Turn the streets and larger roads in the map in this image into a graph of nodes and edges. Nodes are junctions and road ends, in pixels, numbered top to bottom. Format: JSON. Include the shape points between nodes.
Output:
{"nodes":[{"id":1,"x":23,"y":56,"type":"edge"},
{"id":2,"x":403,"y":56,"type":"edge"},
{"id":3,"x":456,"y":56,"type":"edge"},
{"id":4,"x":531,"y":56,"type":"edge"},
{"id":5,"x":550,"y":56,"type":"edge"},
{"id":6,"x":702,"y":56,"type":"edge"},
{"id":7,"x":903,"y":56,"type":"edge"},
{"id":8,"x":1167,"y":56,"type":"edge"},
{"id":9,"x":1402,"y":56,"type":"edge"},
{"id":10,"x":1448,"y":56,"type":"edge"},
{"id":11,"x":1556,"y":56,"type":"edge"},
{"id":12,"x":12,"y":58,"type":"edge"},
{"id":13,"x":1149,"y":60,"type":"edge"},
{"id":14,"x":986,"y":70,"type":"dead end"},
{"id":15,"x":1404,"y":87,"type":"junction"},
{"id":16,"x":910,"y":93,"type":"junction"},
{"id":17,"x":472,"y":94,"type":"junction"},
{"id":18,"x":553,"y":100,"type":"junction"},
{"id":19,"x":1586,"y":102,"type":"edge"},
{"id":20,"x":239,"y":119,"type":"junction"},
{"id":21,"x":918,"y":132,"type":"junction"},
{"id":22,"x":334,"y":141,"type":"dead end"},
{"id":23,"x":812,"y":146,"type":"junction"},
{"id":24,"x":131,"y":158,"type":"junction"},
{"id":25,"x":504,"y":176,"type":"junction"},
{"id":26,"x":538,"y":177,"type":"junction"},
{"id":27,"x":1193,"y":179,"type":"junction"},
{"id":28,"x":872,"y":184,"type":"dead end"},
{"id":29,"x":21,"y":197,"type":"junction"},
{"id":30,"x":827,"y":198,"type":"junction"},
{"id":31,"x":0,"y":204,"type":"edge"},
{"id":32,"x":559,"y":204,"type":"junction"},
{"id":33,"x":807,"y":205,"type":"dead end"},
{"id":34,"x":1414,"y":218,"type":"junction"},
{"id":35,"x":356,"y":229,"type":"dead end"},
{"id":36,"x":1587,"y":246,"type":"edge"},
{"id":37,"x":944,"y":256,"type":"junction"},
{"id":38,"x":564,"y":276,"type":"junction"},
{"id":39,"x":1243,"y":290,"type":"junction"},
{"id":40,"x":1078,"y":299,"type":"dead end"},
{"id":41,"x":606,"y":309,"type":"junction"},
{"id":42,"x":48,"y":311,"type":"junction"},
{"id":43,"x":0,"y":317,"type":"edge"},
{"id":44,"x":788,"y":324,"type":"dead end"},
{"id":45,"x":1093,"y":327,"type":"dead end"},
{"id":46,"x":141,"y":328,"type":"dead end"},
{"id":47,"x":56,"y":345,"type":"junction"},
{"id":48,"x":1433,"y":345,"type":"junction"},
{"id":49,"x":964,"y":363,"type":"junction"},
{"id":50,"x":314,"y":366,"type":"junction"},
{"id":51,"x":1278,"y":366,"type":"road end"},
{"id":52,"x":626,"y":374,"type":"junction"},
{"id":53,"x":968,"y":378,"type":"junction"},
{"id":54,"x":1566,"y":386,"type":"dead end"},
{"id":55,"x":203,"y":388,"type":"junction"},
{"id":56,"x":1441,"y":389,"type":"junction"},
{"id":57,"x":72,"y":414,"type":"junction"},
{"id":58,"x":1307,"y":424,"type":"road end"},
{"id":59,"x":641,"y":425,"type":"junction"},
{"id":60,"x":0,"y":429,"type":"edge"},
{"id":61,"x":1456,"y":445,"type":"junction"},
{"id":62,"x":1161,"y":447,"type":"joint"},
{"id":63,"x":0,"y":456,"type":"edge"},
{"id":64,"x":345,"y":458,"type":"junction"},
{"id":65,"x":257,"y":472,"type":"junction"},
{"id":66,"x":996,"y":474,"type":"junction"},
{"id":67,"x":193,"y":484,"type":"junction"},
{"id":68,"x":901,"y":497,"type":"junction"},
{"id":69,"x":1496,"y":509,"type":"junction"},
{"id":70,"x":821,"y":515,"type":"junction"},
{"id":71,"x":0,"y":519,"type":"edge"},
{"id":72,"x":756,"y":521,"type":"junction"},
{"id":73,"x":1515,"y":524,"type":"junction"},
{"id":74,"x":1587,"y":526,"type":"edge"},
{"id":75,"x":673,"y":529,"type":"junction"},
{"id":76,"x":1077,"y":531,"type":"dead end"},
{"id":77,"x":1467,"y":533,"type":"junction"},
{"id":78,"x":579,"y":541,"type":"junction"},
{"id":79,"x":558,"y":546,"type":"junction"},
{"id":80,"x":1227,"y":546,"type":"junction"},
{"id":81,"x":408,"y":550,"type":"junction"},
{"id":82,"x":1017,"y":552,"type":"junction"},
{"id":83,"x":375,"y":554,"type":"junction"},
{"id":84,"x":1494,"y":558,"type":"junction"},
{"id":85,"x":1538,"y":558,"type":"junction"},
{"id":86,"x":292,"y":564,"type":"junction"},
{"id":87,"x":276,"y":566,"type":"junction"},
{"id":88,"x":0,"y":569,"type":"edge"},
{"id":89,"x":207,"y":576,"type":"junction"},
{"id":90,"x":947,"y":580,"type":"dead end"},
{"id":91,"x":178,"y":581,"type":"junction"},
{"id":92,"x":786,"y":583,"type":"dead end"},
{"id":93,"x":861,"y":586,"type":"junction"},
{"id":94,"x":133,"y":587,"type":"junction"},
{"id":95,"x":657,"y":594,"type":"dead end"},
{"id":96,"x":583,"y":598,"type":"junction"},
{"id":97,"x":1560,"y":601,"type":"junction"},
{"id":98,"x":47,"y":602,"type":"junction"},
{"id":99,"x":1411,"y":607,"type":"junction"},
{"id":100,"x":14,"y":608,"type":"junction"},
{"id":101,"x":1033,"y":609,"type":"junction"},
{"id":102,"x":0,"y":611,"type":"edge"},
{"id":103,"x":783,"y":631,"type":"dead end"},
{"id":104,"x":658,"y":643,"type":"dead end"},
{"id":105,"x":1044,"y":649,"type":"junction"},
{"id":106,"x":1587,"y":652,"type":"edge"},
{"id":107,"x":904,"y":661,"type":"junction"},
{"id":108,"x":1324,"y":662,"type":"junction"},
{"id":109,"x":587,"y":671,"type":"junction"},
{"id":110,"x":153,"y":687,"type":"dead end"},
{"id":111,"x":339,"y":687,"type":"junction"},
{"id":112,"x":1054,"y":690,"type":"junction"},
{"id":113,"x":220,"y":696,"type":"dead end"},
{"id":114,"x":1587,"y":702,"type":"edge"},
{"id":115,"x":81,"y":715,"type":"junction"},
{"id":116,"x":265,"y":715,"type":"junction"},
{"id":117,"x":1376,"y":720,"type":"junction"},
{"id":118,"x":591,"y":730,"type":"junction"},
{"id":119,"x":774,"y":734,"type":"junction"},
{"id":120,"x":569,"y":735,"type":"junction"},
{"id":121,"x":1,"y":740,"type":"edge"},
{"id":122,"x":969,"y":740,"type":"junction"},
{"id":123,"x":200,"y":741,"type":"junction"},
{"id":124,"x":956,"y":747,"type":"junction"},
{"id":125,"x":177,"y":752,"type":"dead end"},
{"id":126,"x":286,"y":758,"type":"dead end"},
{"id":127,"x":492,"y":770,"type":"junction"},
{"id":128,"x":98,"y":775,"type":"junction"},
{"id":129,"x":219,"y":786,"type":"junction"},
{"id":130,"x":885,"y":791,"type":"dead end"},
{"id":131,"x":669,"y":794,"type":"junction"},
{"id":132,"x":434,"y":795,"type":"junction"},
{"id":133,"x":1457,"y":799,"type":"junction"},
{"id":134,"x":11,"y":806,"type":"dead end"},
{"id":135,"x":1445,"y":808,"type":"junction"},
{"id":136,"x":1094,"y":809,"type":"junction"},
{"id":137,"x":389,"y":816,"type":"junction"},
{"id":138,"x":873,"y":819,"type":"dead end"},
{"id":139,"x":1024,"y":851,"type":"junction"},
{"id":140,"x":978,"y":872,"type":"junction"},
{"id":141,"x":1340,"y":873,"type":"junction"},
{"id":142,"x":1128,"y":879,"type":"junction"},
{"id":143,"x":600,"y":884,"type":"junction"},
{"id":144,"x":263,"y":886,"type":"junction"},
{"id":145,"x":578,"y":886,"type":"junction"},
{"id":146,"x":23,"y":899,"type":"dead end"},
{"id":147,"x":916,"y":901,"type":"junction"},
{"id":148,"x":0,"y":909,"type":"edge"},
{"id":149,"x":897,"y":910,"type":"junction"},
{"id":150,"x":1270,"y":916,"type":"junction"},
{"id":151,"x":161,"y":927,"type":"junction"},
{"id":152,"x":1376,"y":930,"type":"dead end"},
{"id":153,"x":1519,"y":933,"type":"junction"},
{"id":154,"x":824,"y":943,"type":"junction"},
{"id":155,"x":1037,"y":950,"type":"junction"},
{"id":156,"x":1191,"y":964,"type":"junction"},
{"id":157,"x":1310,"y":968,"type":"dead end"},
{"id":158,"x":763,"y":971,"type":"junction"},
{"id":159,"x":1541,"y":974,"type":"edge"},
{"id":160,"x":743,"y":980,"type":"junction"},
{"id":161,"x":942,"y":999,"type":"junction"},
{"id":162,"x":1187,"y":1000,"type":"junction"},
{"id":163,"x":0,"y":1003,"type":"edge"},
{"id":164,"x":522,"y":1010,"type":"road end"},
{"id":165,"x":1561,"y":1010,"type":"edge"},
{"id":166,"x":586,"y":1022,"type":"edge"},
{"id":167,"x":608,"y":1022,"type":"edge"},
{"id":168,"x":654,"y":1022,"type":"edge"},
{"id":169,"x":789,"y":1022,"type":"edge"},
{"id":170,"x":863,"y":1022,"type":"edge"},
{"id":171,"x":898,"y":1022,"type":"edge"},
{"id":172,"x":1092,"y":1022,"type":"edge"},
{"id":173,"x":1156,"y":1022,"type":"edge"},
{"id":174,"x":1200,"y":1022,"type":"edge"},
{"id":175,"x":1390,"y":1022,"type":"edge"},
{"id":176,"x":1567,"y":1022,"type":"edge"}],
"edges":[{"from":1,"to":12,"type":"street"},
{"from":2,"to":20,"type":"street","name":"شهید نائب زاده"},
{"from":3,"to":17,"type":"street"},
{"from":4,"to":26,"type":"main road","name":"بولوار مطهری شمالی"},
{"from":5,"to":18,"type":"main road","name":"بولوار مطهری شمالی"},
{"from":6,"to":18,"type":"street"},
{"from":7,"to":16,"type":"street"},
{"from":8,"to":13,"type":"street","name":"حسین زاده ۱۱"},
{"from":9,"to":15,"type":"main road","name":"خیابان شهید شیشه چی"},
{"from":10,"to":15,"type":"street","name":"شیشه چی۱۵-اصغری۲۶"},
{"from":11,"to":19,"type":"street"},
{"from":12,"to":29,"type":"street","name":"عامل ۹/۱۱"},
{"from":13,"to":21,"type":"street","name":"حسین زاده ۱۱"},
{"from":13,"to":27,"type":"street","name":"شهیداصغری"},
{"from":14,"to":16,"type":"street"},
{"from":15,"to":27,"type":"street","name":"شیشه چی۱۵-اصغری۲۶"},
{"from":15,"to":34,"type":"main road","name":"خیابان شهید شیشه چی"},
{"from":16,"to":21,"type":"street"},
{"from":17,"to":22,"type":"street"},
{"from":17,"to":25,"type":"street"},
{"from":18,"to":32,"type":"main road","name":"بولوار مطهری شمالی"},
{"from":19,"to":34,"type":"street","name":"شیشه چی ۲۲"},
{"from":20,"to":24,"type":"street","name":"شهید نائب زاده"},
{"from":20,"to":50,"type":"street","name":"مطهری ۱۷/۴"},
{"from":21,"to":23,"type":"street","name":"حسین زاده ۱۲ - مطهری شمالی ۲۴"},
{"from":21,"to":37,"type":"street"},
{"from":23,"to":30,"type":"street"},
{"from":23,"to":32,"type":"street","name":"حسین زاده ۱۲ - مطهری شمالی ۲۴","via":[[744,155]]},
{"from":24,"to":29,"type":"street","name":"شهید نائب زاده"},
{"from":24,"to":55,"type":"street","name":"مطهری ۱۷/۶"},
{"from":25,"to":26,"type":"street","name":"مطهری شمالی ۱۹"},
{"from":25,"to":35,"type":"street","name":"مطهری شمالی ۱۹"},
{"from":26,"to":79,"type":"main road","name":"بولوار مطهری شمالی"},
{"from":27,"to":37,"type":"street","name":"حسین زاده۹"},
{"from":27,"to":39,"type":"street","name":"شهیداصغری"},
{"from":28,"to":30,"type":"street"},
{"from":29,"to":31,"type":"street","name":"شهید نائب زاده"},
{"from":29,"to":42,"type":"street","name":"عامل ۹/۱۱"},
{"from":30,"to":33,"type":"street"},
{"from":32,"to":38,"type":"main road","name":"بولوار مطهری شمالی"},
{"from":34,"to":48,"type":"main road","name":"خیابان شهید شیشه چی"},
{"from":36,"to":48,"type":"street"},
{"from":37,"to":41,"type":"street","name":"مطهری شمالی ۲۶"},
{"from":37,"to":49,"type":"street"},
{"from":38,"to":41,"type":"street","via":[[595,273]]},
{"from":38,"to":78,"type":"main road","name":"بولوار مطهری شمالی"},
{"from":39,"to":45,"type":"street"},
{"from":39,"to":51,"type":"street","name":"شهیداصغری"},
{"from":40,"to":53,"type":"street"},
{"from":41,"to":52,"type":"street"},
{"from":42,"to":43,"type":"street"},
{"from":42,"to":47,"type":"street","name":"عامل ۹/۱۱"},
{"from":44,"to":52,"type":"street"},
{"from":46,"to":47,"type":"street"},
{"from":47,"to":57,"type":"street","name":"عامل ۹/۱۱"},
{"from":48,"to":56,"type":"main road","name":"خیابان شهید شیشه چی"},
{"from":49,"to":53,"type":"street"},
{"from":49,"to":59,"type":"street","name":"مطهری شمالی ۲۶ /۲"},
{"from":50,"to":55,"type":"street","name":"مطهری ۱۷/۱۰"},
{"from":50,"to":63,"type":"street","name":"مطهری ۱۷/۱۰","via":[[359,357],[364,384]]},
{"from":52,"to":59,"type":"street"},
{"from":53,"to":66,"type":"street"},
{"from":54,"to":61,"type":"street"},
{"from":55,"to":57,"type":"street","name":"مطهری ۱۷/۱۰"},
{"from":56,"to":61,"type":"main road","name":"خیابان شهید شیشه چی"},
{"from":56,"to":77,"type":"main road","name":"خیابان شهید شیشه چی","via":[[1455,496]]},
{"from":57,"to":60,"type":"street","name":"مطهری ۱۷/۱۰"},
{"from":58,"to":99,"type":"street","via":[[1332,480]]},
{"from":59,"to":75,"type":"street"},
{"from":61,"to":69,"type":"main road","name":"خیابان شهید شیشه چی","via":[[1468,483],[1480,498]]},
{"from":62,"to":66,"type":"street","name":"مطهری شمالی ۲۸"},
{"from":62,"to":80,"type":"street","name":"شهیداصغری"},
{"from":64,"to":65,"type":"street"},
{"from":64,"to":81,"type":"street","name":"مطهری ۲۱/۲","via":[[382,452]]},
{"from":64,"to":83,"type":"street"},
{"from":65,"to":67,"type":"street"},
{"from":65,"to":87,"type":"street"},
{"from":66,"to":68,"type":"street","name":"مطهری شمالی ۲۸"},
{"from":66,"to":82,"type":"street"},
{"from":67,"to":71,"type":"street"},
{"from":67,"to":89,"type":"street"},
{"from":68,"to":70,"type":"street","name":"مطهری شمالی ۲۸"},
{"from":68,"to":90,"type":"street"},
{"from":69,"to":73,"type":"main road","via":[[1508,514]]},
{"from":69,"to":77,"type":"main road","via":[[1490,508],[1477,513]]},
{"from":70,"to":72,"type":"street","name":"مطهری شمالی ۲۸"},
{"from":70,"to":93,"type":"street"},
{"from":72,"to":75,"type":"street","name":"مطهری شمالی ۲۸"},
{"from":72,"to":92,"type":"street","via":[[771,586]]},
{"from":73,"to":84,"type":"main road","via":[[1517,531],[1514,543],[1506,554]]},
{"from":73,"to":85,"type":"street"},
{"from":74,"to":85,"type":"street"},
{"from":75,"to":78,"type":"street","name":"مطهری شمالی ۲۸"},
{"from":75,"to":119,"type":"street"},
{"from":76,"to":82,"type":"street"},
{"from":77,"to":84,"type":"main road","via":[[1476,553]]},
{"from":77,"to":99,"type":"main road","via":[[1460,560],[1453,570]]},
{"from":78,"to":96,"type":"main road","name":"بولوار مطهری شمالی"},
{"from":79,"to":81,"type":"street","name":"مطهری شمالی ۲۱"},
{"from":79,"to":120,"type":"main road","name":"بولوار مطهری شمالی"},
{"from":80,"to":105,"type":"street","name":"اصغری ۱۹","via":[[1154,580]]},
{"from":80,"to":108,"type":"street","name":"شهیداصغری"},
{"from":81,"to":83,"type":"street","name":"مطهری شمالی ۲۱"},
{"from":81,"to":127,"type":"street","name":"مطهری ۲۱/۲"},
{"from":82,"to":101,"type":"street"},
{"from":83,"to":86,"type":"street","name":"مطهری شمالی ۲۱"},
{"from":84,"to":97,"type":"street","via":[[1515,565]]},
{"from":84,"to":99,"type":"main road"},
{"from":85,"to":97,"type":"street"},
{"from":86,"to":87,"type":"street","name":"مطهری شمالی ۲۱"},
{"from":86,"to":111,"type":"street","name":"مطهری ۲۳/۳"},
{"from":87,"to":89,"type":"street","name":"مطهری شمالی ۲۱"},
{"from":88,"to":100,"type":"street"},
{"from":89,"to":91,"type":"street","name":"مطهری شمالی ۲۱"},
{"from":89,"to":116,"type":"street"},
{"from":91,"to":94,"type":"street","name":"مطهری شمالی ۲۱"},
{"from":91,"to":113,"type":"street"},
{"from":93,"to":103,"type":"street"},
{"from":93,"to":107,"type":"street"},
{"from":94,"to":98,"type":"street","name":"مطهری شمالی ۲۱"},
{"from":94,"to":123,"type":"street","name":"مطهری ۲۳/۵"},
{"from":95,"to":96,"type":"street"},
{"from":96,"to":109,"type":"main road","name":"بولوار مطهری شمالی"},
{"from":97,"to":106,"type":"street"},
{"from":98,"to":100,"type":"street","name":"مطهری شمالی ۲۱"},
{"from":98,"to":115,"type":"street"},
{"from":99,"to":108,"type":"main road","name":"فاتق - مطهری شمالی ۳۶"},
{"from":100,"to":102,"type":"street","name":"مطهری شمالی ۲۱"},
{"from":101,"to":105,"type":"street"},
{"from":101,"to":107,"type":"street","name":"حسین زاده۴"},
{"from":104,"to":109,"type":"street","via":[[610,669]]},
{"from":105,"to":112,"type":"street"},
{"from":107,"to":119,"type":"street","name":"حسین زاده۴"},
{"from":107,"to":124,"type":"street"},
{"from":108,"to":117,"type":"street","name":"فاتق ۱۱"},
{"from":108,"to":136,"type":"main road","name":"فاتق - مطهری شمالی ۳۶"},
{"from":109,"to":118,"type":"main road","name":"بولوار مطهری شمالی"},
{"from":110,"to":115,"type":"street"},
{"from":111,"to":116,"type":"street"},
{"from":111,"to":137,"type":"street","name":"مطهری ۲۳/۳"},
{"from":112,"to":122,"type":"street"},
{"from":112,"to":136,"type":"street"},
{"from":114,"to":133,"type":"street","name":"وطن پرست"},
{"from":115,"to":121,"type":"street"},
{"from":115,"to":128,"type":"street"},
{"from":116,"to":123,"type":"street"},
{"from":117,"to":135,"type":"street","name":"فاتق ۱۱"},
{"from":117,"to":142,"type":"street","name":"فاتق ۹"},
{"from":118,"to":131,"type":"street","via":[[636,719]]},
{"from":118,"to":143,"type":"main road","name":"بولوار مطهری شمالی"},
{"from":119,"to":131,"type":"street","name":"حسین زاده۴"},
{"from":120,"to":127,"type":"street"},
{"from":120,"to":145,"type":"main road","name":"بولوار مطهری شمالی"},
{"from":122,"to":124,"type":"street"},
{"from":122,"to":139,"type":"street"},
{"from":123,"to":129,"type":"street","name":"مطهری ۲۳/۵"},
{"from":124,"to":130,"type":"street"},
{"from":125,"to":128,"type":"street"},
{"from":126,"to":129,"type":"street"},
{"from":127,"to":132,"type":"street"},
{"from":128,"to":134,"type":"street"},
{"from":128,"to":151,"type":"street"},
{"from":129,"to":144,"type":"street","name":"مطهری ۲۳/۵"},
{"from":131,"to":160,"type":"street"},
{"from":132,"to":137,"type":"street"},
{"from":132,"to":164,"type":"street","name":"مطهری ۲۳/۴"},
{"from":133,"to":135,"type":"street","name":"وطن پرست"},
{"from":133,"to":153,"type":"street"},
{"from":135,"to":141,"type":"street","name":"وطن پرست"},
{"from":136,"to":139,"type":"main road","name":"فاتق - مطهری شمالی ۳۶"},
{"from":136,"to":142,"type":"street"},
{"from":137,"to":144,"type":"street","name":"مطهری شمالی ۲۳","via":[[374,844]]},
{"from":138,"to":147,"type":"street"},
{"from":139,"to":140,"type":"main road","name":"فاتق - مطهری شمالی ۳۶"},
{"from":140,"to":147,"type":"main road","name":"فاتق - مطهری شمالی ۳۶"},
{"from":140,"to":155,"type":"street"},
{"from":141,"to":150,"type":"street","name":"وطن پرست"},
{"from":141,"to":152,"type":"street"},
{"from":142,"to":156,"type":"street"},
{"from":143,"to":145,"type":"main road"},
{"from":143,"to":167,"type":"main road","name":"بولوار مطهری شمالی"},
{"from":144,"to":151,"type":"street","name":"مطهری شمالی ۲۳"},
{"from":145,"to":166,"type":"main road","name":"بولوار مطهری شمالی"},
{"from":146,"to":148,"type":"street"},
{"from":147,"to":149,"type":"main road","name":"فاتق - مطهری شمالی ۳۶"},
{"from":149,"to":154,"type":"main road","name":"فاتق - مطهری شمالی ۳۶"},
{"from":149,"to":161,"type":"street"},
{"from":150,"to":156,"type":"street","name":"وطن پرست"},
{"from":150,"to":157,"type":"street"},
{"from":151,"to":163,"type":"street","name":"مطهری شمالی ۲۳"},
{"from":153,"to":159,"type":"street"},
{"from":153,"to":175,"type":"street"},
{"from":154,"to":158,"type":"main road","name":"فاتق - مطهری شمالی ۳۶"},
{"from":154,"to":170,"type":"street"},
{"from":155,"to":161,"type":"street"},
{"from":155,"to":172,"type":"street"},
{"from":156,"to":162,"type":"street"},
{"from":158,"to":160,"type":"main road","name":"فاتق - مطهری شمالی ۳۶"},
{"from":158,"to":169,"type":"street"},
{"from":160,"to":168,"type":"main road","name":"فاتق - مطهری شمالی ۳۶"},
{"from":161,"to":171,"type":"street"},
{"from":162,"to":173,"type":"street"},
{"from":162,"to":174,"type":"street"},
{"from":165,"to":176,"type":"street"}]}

====================

■ **EXERCISE AIM**:
For the listing above, give the number of lines in which the string "edges" occurs, and nothing else.

■ **ANSWER SECTION**:
2